Customizing Pinot

There are a lot of places in Pinot which can be customized depending on the infrastructure or the use case. Below is a list of such customization points.

_images/CustomizingPinot.png

1. Generating Pinot segments

Typically, data files will be available on some offline data storage, such as HDFS, and a Hadoop job can be written to read the data and create the segment. The SegmentCreationJob class contains a hadoop job for creating segments. This is a map only job, and the mapper can be found in SegmentCreationMapper. You can override the SegmentCreationMapper with a custom mapper by overriding the SegmentCreationJob::getMapperClass() method. You can read more details about creating segments on Hadoop in Creating Pinot segments

Depending on how frequently new data is generated, you can schedule your jobs to run periodically using either cron or a scheduler such as Azkaban.

2. Pluggable storage

We expect the storage to be shared across controllers of the same cluster, such as NFS. You can write your own implementation of PinotFS to store segments in a data layer of your choice, for example Azure or S3. Please refer to the Pluggable Storage doc for more details.

3. Pluggable streams

We provide out of the box support for consumption from Kafka stream. You can write your own plugin in order to consume from another pub-sub stream such as Azure EventHubs or Amazon Kinesis. Refer to the Pluggable Streams doc for more details.

4. Encrypting segments

The PinotCrypter will encrypt and decrypt segments when they are uploaded to the controller or downloaded by the server. This class is especially useful in cases where segments cannot be stored unencrypted in storage. By default, we use NoOpPinotCrypter crypter which will not encrypt anything.

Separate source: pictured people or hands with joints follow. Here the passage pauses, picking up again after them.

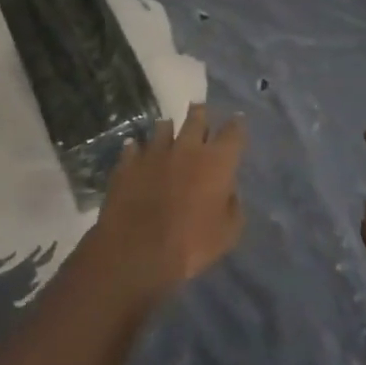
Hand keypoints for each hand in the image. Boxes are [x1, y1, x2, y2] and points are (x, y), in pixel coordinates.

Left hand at [89, 104, 245, 301]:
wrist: (137, 251)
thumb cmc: (190, 245)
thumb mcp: (227, 234)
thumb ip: (233, 207)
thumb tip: (229, 192)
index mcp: (216, 162)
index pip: (233, 132)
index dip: (237, 124)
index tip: (237, 120)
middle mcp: (187, 147)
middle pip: (196, 117)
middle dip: (200, 113)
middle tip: (200, 113)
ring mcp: (155, 151)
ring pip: (163, 126)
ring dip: (168, 129)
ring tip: (168, 132)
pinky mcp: (128, 162)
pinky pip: (134, 147)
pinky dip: (138, 149)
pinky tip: (137, 153)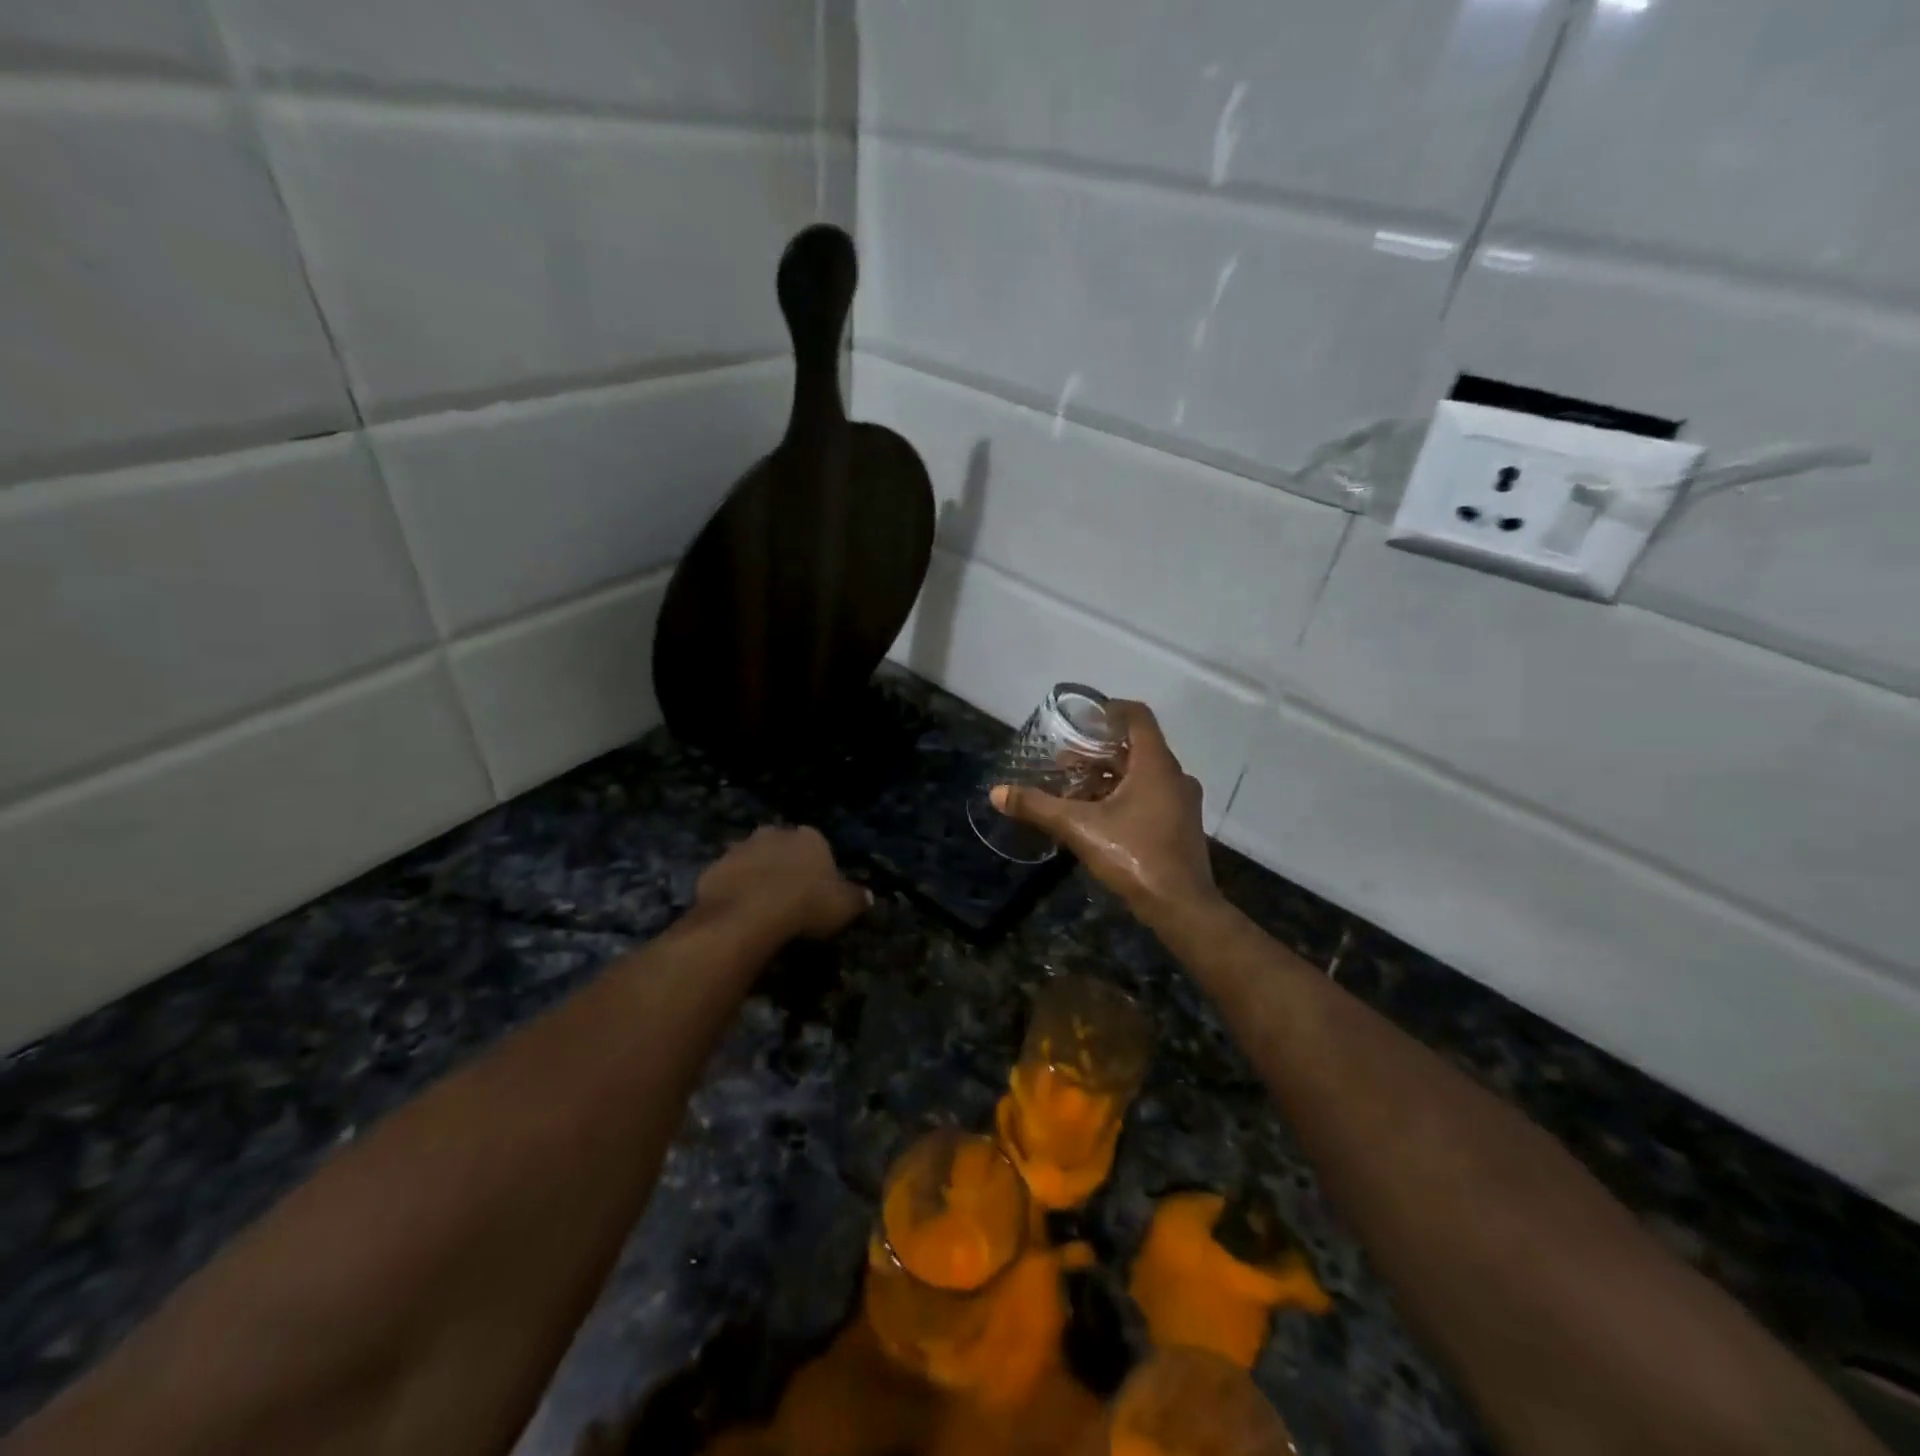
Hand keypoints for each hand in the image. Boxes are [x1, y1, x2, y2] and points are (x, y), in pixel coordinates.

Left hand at [693, 826, 871, 939]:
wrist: (749, 913)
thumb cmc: (806, 903)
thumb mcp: (844, 906)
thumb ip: (857, 898)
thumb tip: (869, 896)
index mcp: (809, 837)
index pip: (818, 847)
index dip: (817, 869)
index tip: (817, 891)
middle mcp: (774, 834)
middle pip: (782, 847)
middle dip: (784, 865)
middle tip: (788, 896)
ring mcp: (740, 848)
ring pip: (752, 860)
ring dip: (756, 876)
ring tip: (761, 907)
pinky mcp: (713, 868)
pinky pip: (727, 879)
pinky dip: (733, 892)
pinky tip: (738, 914)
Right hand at [991, 701, 1219, 926]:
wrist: (1181, 907)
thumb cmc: (1134, 856)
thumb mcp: (1079, 828)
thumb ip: (1038, 807)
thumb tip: (996, 793)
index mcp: (1156, 765)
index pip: (1138, 717)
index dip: (1110, 709)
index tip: (1083, 718)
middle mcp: (1174, 776)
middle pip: (1136, 747)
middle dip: (1099, 751)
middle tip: (1066, 760)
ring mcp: (1181, 802)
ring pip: (1143, 774)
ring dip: (1110, 776)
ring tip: (1075, 788)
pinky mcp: (1181, 825)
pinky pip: (1151, 796)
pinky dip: (1124, 795)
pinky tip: (1098, 816)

You can write your own implementation by extending the org.apache.pinot.core.crypt.PinotCrypter interface in a similar fashion. The crypter can be used by passing the crypter class name in the header for the upload request as the header string CRYPTER.

5. Segment assignment strategies

We have various strategies for assigning segments to the available servers. These can be found under the SegmentAssignmentStrategy interface. More details about which one to use depending on your usecase can be found in Tuning Pinot. By default, the BalanceNumSegmentAssignmentStrategy will be used.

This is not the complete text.